Only the lines holding "Lincolnwood" are wanted. Copy every one from the records below.

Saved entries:
"""

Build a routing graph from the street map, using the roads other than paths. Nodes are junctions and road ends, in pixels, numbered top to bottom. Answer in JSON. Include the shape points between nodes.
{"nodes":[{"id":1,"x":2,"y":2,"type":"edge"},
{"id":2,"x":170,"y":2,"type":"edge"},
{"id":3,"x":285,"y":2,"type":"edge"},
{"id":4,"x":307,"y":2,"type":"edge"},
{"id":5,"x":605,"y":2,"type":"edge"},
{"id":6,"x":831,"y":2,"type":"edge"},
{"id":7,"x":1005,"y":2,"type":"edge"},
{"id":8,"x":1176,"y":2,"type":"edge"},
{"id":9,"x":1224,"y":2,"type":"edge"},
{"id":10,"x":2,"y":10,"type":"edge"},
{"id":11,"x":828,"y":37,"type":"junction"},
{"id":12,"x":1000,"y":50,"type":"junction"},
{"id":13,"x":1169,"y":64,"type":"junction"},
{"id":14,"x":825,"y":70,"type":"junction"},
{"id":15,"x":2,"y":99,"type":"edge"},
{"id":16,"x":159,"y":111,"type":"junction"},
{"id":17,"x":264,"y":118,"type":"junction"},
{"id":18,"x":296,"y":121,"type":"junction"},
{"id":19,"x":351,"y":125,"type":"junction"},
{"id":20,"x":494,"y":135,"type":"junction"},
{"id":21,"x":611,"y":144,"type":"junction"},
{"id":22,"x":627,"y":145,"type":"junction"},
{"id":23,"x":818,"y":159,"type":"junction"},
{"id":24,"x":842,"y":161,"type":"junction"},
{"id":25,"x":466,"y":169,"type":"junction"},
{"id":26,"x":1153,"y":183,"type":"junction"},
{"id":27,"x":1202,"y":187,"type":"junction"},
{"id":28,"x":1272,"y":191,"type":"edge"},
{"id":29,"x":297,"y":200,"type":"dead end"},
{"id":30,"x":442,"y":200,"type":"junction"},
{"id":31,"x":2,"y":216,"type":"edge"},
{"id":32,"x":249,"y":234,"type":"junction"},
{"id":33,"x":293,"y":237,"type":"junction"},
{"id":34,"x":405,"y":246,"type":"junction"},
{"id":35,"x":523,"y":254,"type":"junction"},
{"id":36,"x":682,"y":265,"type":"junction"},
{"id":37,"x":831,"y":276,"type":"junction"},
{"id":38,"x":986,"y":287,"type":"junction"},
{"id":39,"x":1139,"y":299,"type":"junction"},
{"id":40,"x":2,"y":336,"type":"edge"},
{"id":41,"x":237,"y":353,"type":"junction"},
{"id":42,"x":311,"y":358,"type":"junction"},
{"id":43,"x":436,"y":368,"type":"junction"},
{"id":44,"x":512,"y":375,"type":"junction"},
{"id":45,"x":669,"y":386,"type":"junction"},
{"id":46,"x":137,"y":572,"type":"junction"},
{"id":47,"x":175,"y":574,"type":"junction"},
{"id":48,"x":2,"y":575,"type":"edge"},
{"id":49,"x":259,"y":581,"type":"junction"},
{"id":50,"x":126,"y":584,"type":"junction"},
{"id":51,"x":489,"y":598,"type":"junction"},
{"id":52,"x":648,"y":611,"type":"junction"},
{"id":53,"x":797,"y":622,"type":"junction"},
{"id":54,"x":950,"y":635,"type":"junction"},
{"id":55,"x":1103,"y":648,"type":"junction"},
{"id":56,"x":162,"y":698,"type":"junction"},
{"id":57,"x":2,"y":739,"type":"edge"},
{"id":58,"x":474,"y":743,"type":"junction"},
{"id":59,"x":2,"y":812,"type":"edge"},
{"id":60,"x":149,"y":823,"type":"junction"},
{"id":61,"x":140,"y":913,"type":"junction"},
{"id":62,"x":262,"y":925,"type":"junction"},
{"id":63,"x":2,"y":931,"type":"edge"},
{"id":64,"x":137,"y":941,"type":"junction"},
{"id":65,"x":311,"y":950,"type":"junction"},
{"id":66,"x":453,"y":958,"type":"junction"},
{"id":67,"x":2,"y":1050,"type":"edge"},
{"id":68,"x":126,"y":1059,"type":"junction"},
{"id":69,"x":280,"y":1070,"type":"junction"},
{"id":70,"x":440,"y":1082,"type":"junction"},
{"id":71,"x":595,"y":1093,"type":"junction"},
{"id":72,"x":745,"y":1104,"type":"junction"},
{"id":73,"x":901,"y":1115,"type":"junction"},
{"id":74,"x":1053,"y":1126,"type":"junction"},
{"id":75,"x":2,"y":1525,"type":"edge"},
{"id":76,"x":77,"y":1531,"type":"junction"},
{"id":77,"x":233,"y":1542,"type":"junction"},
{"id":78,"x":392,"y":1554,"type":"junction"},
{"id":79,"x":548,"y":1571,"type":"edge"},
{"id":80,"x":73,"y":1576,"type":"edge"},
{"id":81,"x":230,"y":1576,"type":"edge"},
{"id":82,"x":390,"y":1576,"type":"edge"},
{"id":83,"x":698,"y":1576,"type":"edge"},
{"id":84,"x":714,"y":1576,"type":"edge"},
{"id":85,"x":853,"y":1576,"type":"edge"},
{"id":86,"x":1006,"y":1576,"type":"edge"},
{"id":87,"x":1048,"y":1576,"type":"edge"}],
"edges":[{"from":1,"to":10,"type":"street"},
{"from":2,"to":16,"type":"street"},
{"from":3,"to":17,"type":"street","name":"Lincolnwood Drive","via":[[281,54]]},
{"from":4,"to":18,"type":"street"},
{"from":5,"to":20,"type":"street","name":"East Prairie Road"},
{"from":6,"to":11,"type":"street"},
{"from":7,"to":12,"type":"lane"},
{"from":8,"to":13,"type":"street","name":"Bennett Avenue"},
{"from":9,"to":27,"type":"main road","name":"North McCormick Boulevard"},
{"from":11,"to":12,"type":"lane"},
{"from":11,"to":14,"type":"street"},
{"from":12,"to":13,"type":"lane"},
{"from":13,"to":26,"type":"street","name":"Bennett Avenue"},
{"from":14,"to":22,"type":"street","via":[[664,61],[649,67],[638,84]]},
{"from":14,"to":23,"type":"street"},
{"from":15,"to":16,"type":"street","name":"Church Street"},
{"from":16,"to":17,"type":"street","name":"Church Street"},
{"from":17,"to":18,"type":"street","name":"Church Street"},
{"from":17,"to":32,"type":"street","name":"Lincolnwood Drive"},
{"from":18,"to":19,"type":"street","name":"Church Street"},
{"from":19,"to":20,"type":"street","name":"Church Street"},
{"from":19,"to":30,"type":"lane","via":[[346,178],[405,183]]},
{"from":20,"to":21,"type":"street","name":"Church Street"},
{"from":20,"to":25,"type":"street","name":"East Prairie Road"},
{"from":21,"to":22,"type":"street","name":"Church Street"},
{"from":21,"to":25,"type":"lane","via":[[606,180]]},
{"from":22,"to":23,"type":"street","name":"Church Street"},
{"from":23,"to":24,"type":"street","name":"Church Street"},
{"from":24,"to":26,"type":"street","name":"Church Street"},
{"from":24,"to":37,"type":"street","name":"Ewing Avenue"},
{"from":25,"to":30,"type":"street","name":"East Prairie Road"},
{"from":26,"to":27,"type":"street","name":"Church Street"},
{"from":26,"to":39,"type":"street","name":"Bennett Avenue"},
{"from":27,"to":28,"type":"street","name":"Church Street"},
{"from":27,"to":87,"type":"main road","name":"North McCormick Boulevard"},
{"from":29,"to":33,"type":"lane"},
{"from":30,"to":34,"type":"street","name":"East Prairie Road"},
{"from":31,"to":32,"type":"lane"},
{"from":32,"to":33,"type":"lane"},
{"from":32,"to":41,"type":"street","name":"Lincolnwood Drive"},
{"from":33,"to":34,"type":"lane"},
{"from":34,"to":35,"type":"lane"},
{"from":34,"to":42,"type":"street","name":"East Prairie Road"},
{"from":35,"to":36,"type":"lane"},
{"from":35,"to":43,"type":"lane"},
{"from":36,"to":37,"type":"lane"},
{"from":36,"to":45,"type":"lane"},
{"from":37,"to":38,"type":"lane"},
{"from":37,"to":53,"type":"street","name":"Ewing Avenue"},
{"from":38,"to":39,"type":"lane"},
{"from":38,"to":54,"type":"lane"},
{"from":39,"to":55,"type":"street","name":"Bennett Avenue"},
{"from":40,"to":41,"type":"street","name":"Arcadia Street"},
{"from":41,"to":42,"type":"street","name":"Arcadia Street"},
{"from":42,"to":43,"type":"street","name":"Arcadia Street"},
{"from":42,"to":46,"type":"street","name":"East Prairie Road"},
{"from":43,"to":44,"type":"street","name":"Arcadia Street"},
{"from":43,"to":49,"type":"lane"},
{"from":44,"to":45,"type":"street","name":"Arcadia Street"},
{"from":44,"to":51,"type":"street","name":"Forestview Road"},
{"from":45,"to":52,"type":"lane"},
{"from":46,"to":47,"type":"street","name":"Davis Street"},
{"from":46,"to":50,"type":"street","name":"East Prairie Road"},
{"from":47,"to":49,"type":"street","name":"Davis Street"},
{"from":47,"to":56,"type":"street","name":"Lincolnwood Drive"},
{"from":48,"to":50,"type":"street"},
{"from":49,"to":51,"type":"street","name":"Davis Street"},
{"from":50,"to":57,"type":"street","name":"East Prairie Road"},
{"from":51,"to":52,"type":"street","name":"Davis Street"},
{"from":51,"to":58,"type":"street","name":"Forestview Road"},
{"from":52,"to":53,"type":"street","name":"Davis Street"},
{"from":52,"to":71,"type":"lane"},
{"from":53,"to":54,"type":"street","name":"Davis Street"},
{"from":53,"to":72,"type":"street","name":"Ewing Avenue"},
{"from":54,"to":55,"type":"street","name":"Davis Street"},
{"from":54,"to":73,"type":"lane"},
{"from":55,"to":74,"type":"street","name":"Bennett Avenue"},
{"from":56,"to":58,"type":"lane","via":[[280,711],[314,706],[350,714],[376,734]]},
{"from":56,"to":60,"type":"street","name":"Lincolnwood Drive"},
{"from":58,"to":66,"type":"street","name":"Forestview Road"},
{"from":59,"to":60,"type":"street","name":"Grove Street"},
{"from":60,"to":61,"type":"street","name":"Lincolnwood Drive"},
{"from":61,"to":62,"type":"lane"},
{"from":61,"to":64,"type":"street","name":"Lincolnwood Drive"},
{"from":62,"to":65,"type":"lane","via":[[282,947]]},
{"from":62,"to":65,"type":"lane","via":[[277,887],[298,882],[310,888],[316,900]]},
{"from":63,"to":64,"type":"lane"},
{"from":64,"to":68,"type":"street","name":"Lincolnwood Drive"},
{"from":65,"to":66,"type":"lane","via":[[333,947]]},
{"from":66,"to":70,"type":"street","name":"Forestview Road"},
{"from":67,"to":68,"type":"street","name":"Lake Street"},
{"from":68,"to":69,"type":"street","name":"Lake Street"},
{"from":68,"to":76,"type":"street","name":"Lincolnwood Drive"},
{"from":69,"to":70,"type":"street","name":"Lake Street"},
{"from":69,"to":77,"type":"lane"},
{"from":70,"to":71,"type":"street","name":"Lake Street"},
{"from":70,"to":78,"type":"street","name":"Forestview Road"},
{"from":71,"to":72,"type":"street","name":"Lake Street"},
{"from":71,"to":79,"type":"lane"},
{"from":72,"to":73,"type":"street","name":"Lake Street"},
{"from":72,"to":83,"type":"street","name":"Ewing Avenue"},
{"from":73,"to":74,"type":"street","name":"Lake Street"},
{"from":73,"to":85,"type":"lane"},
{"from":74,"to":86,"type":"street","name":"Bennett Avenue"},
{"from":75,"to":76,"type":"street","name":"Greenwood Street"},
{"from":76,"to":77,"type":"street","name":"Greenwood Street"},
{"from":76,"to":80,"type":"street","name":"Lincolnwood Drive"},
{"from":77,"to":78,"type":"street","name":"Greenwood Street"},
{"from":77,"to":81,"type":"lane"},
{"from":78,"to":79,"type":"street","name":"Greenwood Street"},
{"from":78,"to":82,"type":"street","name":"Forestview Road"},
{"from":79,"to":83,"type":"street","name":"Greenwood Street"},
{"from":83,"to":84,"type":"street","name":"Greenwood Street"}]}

"""

== Answer area ==
{"from":3,"to":17,"type":"street","name":"Lincolnwood Drive","via":[[281,54]]},
{"from":17,"to":32,"type":"street","name":"Lincolnwood Drive"},
{"from":32,"to":41,"type":"street","name":"Lincolnwood Drive"},
{"from":47,"to":56,"type":"street","name":"Lincolnwood Drive"},
{"from":56,"to":60,"type":"street","name":"Lincolnwood Drive"},
{"from":60,"to":61,"type":"street","name":"Lincolnwood Drive"},
{"from":61,"to":64,"type":"street","name":"Lincolnwood Drive"},
{"from":64,"to":68,"type":"street","name":"Lincolnwood Drive"},
{"from":68,"to":76,"type":"street","name":"Lincolnwood Drive"},
{"from":76,"to":80,"type":"street","name":"Lincolnwood Drive"},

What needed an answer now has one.